Il aurait pu être intéressant de poser des interrogations justes sur les actions de la résistance comme sur celle de son ennemi. Il aurait aussi été intéressant que le scénario s’interroge un peu plus sur le sort des nord-coréens qui sont aussi majoritairement victimes de leur gouvernement despotique. Seulement voilà, ce ne sera jamais vraiment le cas. Ou alors seulement en surface.
Il faut dire que l’on y dirige un gars lambda qui tel un Gordon Freeman, jamais mot ne dira. L’implication du joueur se limite au massacre en masse de l’adversaire coréen et le remplissage d’objectifs sans conséquence réelle pour lui. Malgré un monde semi-ouvert, le jeu est extrêmement linéaire dans son fonctionnement et jamais ne propose d’alternative à certaines situations. Si son récit pouvait s’y prêter, aucun choix moraux, voire choix tout court, ne sera fait de notre part. Nous n’y sommes que le spectateur impassible d’un triste show qui ne sait jamais vraiment où il veut aller.

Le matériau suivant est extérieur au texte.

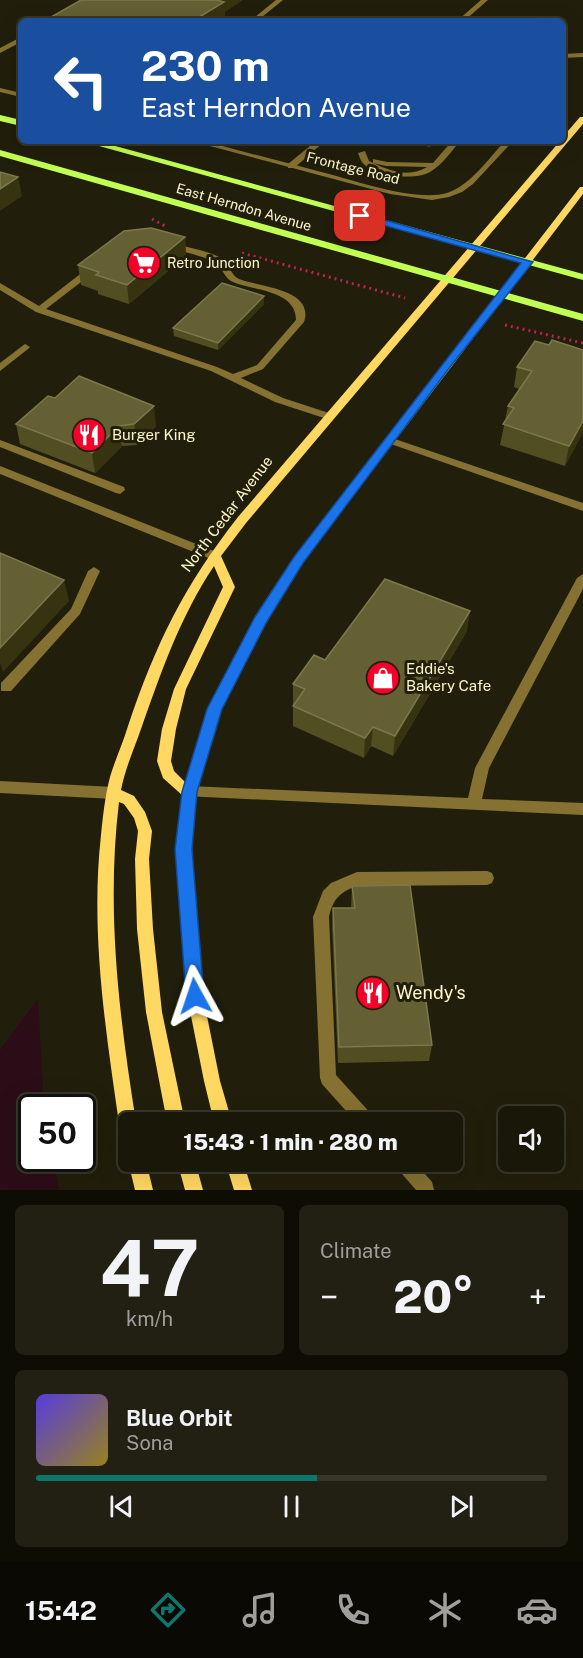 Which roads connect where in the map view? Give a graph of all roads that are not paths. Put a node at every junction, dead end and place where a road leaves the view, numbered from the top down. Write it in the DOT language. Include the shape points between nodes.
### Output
graph roads {
  1 [pos="280,0"];
  2 [pos="485,0"];
  3 [pos="257,18"];
  4 [pos="464,18"];
  5 [pos="18,41"];
  6 [pos="0,51"];
  7 [pos="583,55"];
  8 [pos="566,56"];
  9 [pos="0,90"];
  10 [pos="18,95"];
  11 [pos="0,118"];
  12 [pos="583,119"];
  13 [pos="18,122"];
  14 [pos="566,139"];
  15 [pos="97,144"];
  16 [pos="207,144"];
  17 [pos="317,144"];
  18 [pos="453,144"];
  19 [pos="506,144"];
  20 [pos="562,144"];
  21 [pos="0,153"];
  22 [pos="362,153"];
  23 [pos="291,166"];
  24 [pos="583,189"];
  25 [pos="159,243"];
  26 [pos="475,247"];
  27 [pos="528,262"];
  28 [pos="97,265"];
  29 [pos="583,277"];
  30 [pos="447,280"];
  31 [pos="0,286"];
  32 [pos="502,295"];
  33 [pos="39,310"];
  34 [pos="583,318"];
  35 [pos="25,347"];
  36 [pos="0,368"];
  37 [pos="232,378"];
  38 [pos="328,416"];
  39 [pos="389,440"];
  40 [pos="0,443"];
  41 [pos="5,472"];
  42 [pos="0,482"];
  43 [pos="120,490"];
  44 [pos="583,507"];
  45 [pos="215,556"];
  46 [pos="94,571"];
  47 [pos="583,578"];
  48 [pos="6,687"];
  49 [pos="0,788"];
  50 [pos="189,792"];
  51 [pos="113,793"];
  52 [pos="474,804"];
  53 [pos="583,809"];
  54 [pos="487,878"];
  55 [pos="126,1112"];
  56 [pos="174,1112"];
  57 [pos="220,1112"];
  58 [pos="358,1112"];
  59 [pos="140,1172"];
  60 [pos="189,1172"];
  61 [pos="237,1172"];
  62 [pos="412,1172"];
  63 [pos="426,1188"];
  64 [pos="144,1190"];
  65 [pos="194,1190"];
  66 [pos="243,1190"];
  1 -- 3 [label="street"];
  2 -- 4 [label="street"];
  5 -- 6 [label="street"];
  7 -- 8 [label="street"];
  9 -- 10 [label="street"];
  11 -- 13 [label="main road"];
  12 -- 14 [label="main road, North Cedar Avenue"];
  15 -- 26 [label="main road, East Herndon Avenue"];
  16 -- 23 [label="street, Frontage Road"];
  17 -- 23 [label="street"];
  18 -- 22 [label="street" via="426,172 418,174 378,169 366,162"];
  19 -- 23 [label="street, Frontage Road" via="465,188 454,195 436,198 413,197"];
  20 -- 26 [label="main road, North Cedar Avenue"];
  21 -- 30 [label="main road, East Herndon Avenue"];
  24 -- 27 [label="main road"];
  25 -- 37 [label="street" via="218,260 226,275 234,280 297,302 301,320 296,328 260,367"];
  26 -- 27 [label="main road, East Herndon Avenue"];
  26 -- 30 [label="main road, North Cedar Avenue"];
  27 -- 29 [label="main road, East Herndon Avenue"];
  27 -- 32 [label="main road"];
  28 -- 33 [label="street"];
  30 -- 32 [label="main road, East Herndon Avenue"];
  30 -- 38 [label="main road, North Cedar Avenue"];
  31 -- 33 [label="street"];
  32 -- 34 [label="main road, East Herndon Avenue"];
  32 -- 39 [label="main road"];
  33 -- 37 [label="street"];
  35 -- 36 [label="street"];
  37 -- 38 [label="street" via="279,400"];
  38 -- 45 [label="main road, North Cedar Avenue"];
  39 -- 44 [label="street"];
  39 -- 50 [label="main road" via="268,606 214,709"];
  40 -- 43 [label="street"];
  41 -- 42 [label="street"];
  41 -- 45 [label="street"];
  45 -- 50 [label="main road" via="229,588 180,690 164,761 172,778"];
  45 -- 51 [label="main road, North Cedar Avenue" via="171,631"];
  46 -- 48 [label="street" via="76,611"];
  47 -- 52 [label="street" via="482,768"];
  49 -- 51 [label="street"];
  50 -- 52 [label="street"];
  50 -- 57 [label="main road" via="183,849 195,996"];
  51 -- 55 [label="main road, North Cedar Avenue" via="106,934 111,1013"];
  51 -- 56 [label="main road" via="129,800 145,831 145,929 154,1012"];
  52 -- 53 [label="street"];
  54 -- 58 [label="street" via="357,879 338,886 325,897 321,917 328,1078"];
  59 -- 64 [label="main road"];
  60 -- 65 [label="main road"];
  61 -- 66 [label="main road"];
  62 -- 63 [label="street"];
}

Homefront : The Revolution aurait peu se contenter de n’être qu’un FarCry bis – dont il reprend beaucoup – sans rien bouleverser et en se contentant d’être amusant. Il est malheureusement entaché par une optimisation exécrable qui le rend très désagréable à jouer, sans pour autant être un étalon de l’esthétique. Il a très clairement souffert d’un développement chaotique qui ne lui aura pas permis de devenir quelque chose de plus abouti. Quand bien même ses aléas techniques seraient corrigés par des mises à jour, il resterait un fps générique et répétitif comme beaucoup d’autres en laissant la triste impression qu’il aurait pu être tellement plus.